Fetal Alcohol Spectrum Disorders (FASD) are a collection of clinical diagnoses that may affect an individual who was exposed to alcohol in-utero.
These diagnoses are:
Fetal Alcohol Syndrome (FAS)
Fetal Alcohol Syndrome (FAS) was the first form of FASD discovered and is the most well-known. Heavy alcohol use during the first trimester of pregnancy can disrupt normal development of the face and the brain. In fact, exposure at any point during gestation may affect brain development.
An FAS diagnosis requires:
» Evidence of prenatal alcohol exposure
» Evidence of central nervous system (CNS) abnormalities (structural or functional)
» A specific pattern of three facial abnormalities: narrow eye openings, a smooth area between the lip and the nose (vs. the normal ridge), and a thin upper lip
» Growth deficits either prenatally, after birth, or both
Partial FAS (pFAS)
Partial FAS (pFAS) involves prenatal alcohol exposure, and includes some, but not all, of the characteristics of full FAS.
Alcohol-Related Neurodevelopmental Disorder (ARND)

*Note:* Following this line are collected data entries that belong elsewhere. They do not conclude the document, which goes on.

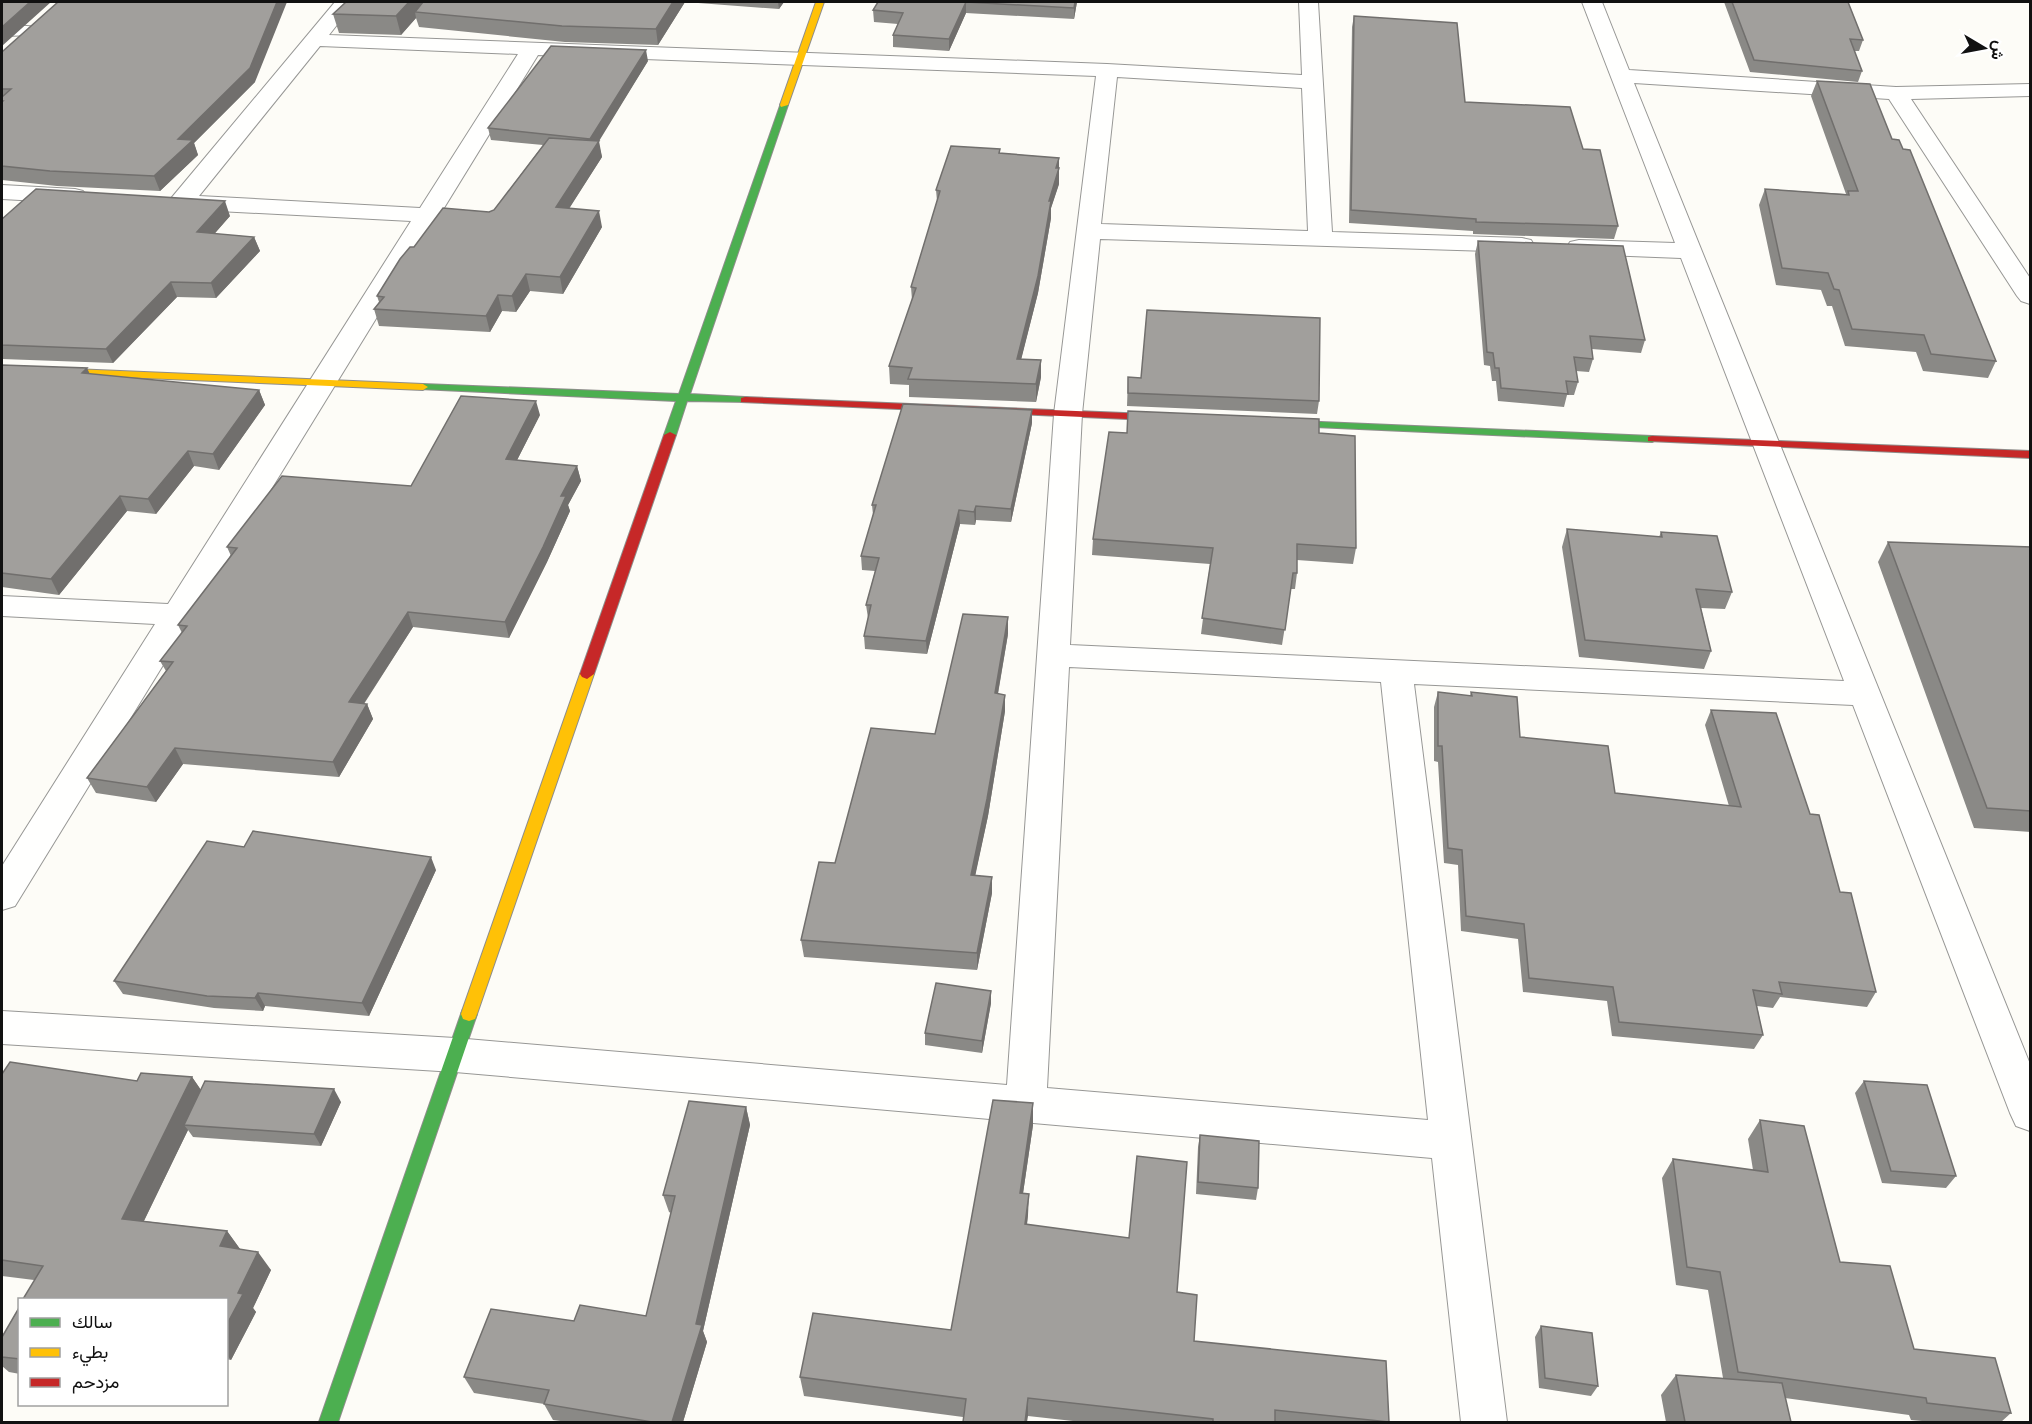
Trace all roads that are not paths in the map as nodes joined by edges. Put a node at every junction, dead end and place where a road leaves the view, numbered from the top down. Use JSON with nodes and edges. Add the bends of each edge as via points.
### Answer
{"nodes":[{"id":1,"x":345,"y":2,"type":"edge"},
{"id":2,"x":820,"y":2,"type":"edge"},
{"id":3,"x":1309,"y":2,"type":"edge"},
{"id":4,"x":1592,"y":2,"type":"edge"},
{"id":5,"x":49,"y":16,"type":"edge"},
{"id":6,"x":2,"y":30,"type":"edge"},
{"id":7,"x":32,"y":31,"type":"junction"},
{"id":8,"x":313,"y":40,"type":"junction"},
{"id":9,"x":531,"y":49,"type":"junction"},
{"id":10,"x":9,"y":52,"type":"edge"},
{"id":11,"x":800,"y":59,"type":"junction"},
{"id":12,"x":1107,"y":70,"type":"junction"},
{"id":13,"x":1622,"y":76,"type":"junction"},
{"id":14,"x":1313,"y":82,"type":"junction"},
{"id":15,"x":2031,"y":90,"type":"edge"},
{"id":16,"x":1896,"y":93,"type":"junction"},
{"id":17,"x":2,"y":192,"type":"edge"},
{"id":18,"x":92,"y":197,"type":"edge"},
{"id":19,"x":427,"y":215,"type":"junction"},
{"id":20,"x":1088,"y":231,"type":"junction"},
{"id":21,"x":1320,"y":239,"type":"junction"},
{"id":22,"x":1999,"y":245,"type":"junction"},
{"id":23,"x":2031,"y":248,"type":"edge"},
{"id":24,"x":1691,"y":251,"type":"junction"},
{"id":25,"x":2031,"y":296,"type":"edge"},
{"id":26,"x":2,"y":369,"type":"edge"},
{"id":27,"x":322,"y":382,"type":"junction"},
{"id":28,"x":683,"y":398,"type":"junction"},
{"id":29,"x":1068,"y":414,"type":"junction"},
{"id":30,"x":1186,"y":419,"type":"edge"},
{"id":31,"x":1257,"y":422,"type":"edge"},
{"id":32,"x":1767,"y":444,"type":"junction"},
{"id":33,"x":2031,"y":455,"type":"edge"},
{"id":34,"x":2,"y":606,"type":"edge"},
{"id":35,"x":177,"y":615,"type":"junction"},
{"id":36,"x":1053,"y":655,"type":"junction"},
{"id":37,"x":1396,"y":671,"type":"junction"},
{"id":38,"x":1866,"y":694,"type":"junction"},
{"id":39,"x":2,"y":896,"type":"edge"},
{"id":40,"x":2,"y":1028,"type":"edge"},
{"id":41,"x":455,"y":1055,"type":"junction"},
{"id":42,"x":1026,"y":1105,"type":"junction"},
{"id":43,"x":2031,"y":1113,"type":"edge"},
{"id":44,"x":1452,"y":1141,"type":"junction"},
{"id":45,"x":328,"y":1422,"type":"edge"},
{"id":46,"x":1484,"y":1422,"type":"edge"}],
"edges":[{"from":1,"to":8,"type":"street"},
{"from":2,"to":11,"type":"street"},
{"from":3,"to":14,"type":"street"},
{"from":4,"to":13,"type":"street"},
{"from":5,"to":7,"type":"street"},
{"from":6,"to":7,"type":"street"},
{"from":7,"to":10,"type":"street"},
{"from":8,"to":9,"type":"street"},
{"from":8,"to":19,"type":"street","via":[[171,201]]},
{"from":9,"to":11,"type":"street"},
{"from":9,"to":19,"type":"street"},
{"from":11,"to":12,"type":"street"},
{"from":11,"to":28,"type":"street"},
{"from":12,"to":14,"type":"street"},
{"from":12,"to":20,"type":"street"},
{"from":13,"to":16,"type":"street"},
{"from":13,"to":24,"type":"street"},
{"from":14,"to":21,"type":"street"},
{"from":15,"to":16,"type":"street"},
{"from":16,"to":22,"type":"street"},
{"from":17,"to":18,"type":"street"},
{"from":19,"to":27,"type":"street"},
{"from":20,"to":21,"type":"street"},
{"from":20,"to":29,"type":"street"},
{"from":21,"to":24,"type":"street"},
{"from":22,"to":23,"type":"street"},
{"from":22,"to":25,"type":"street"},
{"from":24,"to":32,"type":"street"},
{"from":26,"to":27,"type":"street"},
{"from":27,"to":28,"type":"street"},
{"from":27,"to":35,"type":"street"},
{"from":28,"to":29,"type":"street"},
{"from":28,"to":41,"type":"street"},
{"from":29,"to":30,"type":"street"},
{"from":29,"to":36,"type":"street"},
{"from":31,"to":32,"type":"street"},
{"from":32,"to":33,"type":"street"},
{"from":32,"to":38,"type":"street"},
{"from":34,"to":35,"type":"street"},
{"from":35,"to":39,"type":"street"},
{"from":36,"to":37,"type":"street"},
{"from":36,"to":42,"type":"street"},
{"from":37,"to":38,"type":"street"},
{"from":37,"to":44,"type":"street"},
{"from":38,"to":43,"type":"street"},
{"from":40,"to":41,"type":"street"},
{"from":41,"to":42,"type":"street"},
{"from":41,"to":45,"type":"street"},
{"from":42,"to":44,"type":"street"},
{"from":44,"to":46,"type":"street"}]}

A diagnosis of Alcohol-Related Neurodevelopmental Disorder (ARND) requires evidence of both prenatal alcohol exposure and CNS abnormalities, which may be structural or functional. Functional abnormalities may involve a complex pattern of cognitive or behavioral problems that are not consistent with developmental level, and that cannot be explained by factors other than prenatal alcohol exposure (e.g., family background, environment, and other toxicities). Facial abnormalities and growth retardation need not be present.

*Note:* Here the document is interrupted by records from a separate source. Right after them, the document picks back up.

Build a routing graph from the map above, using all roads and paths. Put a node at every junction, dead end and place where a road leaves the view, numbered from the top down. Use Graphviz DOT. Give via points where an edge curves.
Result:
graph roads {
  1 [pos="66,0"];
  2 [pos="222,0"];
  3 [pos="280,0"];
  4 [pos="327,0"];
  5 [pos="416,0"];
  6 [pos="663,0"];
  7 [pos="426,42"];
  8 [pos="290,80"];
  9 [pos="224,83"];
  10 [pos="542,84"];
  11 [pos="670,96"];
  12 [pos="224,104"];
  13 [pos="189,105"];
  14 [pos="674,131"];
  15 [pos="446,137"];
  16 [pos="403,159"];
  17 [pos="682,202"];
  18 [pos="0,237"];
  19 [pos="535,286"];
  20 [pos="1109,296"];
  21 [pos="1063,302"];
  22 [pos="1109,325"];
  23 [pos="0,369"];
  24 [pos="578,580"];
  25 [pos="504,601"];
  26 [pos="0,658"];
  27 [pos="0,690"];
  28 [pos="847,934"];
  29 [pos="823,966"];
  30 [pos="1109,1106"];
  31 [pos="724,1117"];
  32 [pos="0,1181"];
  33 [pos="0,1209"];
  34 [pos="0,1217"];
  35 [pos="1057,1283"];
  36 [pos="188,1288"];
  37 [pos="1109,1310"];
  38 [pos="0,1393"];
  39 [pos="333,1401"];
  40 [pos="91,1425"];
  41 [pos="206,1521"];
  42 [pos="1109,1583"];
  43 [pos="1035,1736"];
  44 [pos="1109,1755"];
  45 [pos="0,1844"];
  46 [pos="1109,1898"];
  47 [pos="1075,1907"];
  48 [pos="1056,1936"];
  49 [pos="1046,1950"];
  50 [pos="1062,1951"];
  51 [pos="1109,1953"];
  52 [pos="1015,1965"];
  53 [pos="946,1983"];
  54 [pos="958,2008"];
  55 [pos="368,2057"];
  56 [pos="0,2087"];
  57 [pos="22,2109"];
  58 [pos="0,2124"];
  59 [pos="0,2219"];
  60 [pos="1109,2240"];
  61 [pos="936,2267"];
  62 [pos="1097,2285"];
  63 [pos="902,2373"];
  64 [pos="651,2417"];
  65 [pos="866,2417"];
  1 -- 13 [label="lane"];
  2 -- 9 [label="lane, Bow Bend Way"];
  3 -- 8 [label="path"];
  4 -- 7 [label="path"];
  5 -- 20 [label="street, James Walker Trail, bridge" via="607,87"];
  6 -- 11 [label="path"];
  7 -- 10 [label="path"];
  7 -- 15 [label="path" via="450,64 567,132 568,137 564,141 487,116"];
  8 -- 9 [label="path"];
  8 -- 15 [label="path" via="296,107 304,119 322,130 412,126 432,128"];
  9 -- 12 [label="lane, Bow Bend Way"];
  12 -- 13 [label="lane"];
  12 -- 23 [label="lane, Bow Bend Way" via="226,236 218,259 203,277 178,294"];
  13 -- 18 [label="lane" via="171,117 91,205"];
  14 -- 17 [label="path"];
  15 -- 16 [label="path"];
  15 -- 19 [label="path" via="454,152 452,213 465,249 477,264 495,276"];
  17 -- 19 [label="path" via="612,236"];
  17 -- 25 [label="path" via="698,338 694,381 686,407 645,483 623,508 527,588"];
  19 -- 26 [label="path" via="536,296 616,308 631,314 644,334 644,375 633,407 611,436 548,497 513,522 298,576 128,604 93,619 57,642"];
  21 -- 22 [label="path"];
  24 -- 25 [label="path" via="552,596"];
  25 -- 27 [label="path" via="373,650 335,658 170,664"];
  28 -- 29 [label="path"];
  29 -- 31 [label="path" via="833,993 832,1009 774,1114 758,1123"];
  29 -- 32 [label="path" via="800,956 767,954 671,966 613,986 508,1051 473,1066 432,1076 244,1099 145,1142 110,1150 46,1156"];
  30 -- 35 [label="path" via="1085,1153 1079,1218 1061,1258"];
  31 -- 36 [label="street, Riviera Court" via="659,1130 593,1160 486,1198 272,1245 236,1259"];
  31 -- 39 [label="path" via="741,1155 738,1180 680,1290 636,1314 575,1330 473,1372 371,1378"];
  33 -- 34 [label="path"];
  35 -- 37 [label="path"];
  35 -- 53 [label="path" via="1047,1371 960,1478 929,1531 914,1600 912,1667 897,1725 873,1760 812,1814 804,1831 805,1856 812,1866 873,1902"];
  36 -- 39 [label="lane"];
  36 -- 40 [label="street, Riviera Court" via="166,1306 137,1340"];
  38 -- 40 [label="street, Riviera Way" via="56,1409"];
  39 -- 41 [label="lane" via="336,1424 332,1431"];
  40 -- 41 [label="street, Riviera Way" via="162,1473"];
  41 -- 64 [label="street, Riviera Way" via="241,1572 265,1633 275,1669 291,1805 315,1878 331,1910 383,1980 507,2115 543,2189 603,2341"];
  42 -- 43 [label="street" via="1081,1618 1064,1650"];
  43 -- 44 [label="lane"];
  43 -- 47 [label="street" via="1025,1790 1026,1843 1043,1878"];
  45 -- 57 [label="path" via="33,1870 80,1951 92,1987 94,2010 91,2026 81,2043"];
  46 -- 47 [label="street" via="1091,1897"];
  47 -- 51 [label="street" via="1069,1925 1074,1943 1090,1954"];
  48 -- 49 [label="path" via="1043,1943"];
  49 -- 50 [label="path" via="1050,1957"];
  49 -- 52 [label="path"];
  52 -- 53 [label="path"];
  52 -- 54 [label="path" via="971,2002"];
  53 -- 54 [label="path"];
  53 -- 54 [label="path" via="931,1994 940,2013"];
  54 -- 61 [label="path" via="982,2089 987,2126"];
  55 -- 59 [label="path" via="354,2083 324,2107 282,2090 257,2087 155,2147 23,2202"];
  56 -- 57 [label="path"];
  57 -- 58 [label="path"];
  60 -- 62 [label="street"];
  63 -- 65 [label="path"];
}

Alcohol-Related Birth Defects (ARBD) This disorder includes medical conditions linked to prenatal alcohol exposure such as: heart, kidney, and bone problems and other malformations; difficulty seeing and hearing; and reduced immune function. Alcohol-Related Birth Defects (ARBD) is rarely seen alone but rather as a secondary disorder accompanying other FASD conditions (e.g., FAS and ARBD).

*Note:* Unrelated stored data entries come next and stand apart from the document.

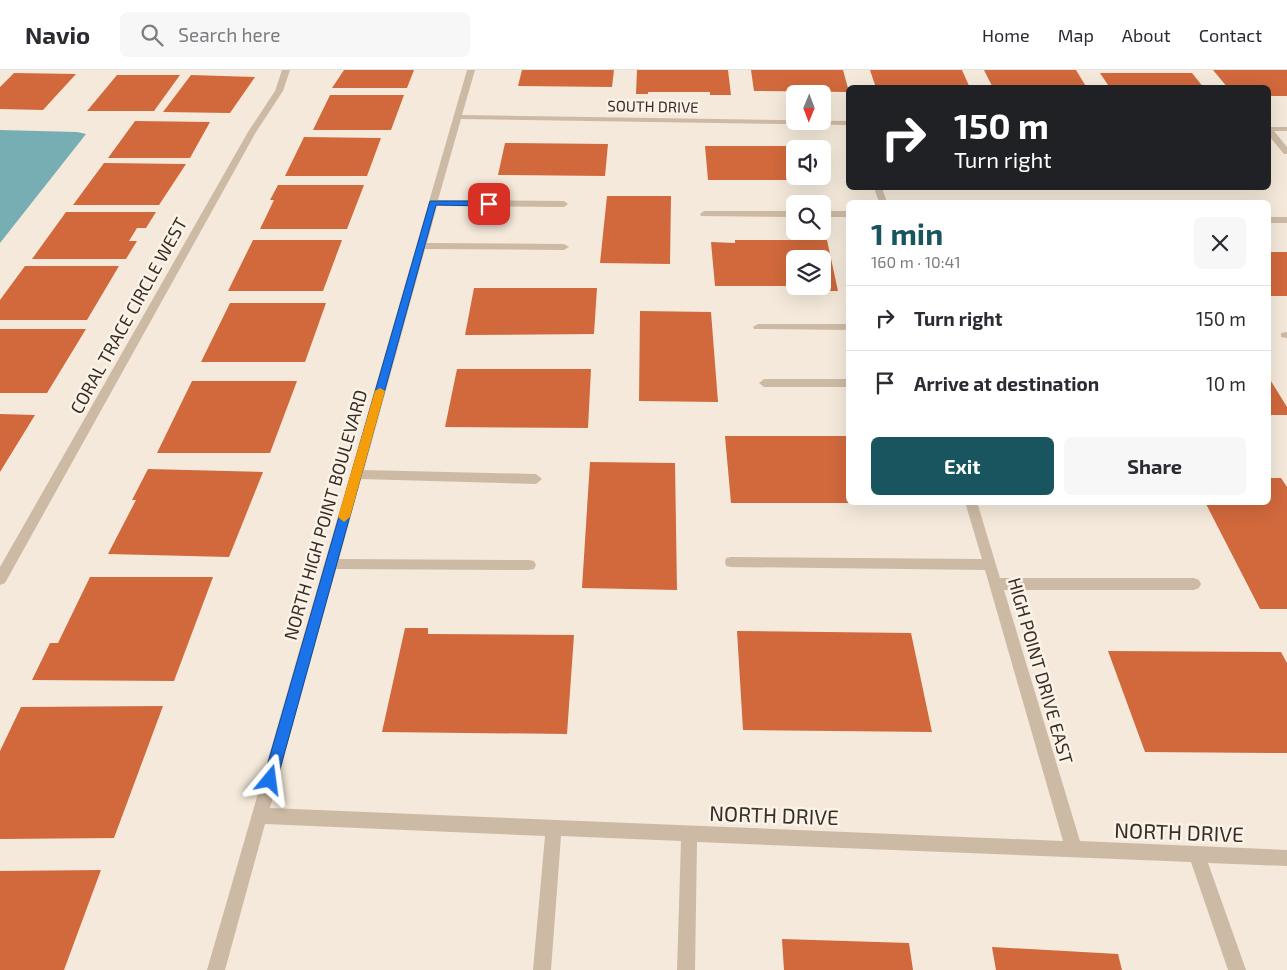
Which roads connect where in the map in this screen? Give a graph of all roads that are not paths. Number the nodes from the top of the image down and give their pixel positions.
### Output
1 (286, 70) edge
2 (471, 70) edge
3 (457, 117) junction
4 (846, 123) edge
5 (1287, 129) edge
6 (1271, 130) edge
7 (1271, 132) edge
8 (1287, 152) edge
9 (433, 203) junction
10 (564, 204) dead end
11 (704, 214) dead end
12 (786, 214) edge
13 (831, 214) edge
14 (846, 214) edge
15 (1271, 220) edge
16 (1287, 220) edge
17 (421, 246) junction
18 (564, 247) dead end
19 (758, 327) dead end
20 (846, 327) edge
21 (764, 383) dead end
22 (846, 383) edge
23 (356, 474) junction
24 (536, 479) dead end
25 (972, 505) edge
26 (731, 562) dead end
27 (331, 564) junction
28 (529, 565) dead end
29 (989, 565) junction
30 (0, 578) edge
31 (995, 584) junction
32 (1194, 584) dead end
33 (260, 816) junction
34 (554, 828) junction
35 (689, 834) junction
36 (1074, 850) junction
37 (1197, 855) junction
38 (1287, 858) edge
39 (216, 970) edge
40 (542, 970) edge
41 (686, 970) edge
42 (1238, 970) edge

1 - 30 street, CORAL TRACE CIRCLE WEST
2 - 3 street, NORTH HIGH POINT BOULEVARD
3 - 4 street, SOUTH DRIVE
3 - 9 street, NORTH HIGH POINT BOULEVARD
5 - 6 street
7 - 8 street
9 - 10 street
9 - 17 street, NORTH HIGH POINT BOULEVARD
11 - 12 street
13 - 14 street
15 - 16 street
17 - 18 street
17 - 23 street, NORTH HIGH POINT BOULEVARD
19 - 20 street
21 - 22 street
23 - 24 street
23 - 27 street, NORTH HIGH POINT BOULEVARD
25 - 29 street, HIGH POINT DRIVE EAST
26 - 29 street
27 - 28 street
27 - 33 street, NORTH HIGH POINT BOULEVARD
29 - 31 street, HIGH POINT DRIVE EAST
31 - 32 street
31 - 36 street, HIGH POINT DRIVE EAST
33 - 34 street, NORTH DRIVE
33 - 39 street, NORTH HIGH POINT BOULEVARD
34 - 35 street, NORTH DRIVE
34 - 40 street
35 - 36 street, NORTH DRIVE
35 - 41 street
36 - 37 street, NORTH DRIVE
37 - 38 street, NORTH DRIVE
37 - 42 street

Neurobehavioral Disorder Associated with Prenatal Alcohol Exposure (ND-PAE) Neurobehavioral Disorder Associated with Prenatal Alcohol Exposure (ND-PAE) is a new psychiatric diagnosis in the DSM–5. It requires evidence of both prenatal alcohol exposure and CNS involvement, as indicated by impairments in the following three areas: cognition, self-regulation, and adaptive functioning. This new diagnosis for use by mental health professionals will improve understanding of the multifaceted behavioral deficits seen in some people exposed to alcohol prenatally, and facilitate improved diagnosis and treatment of these individuals.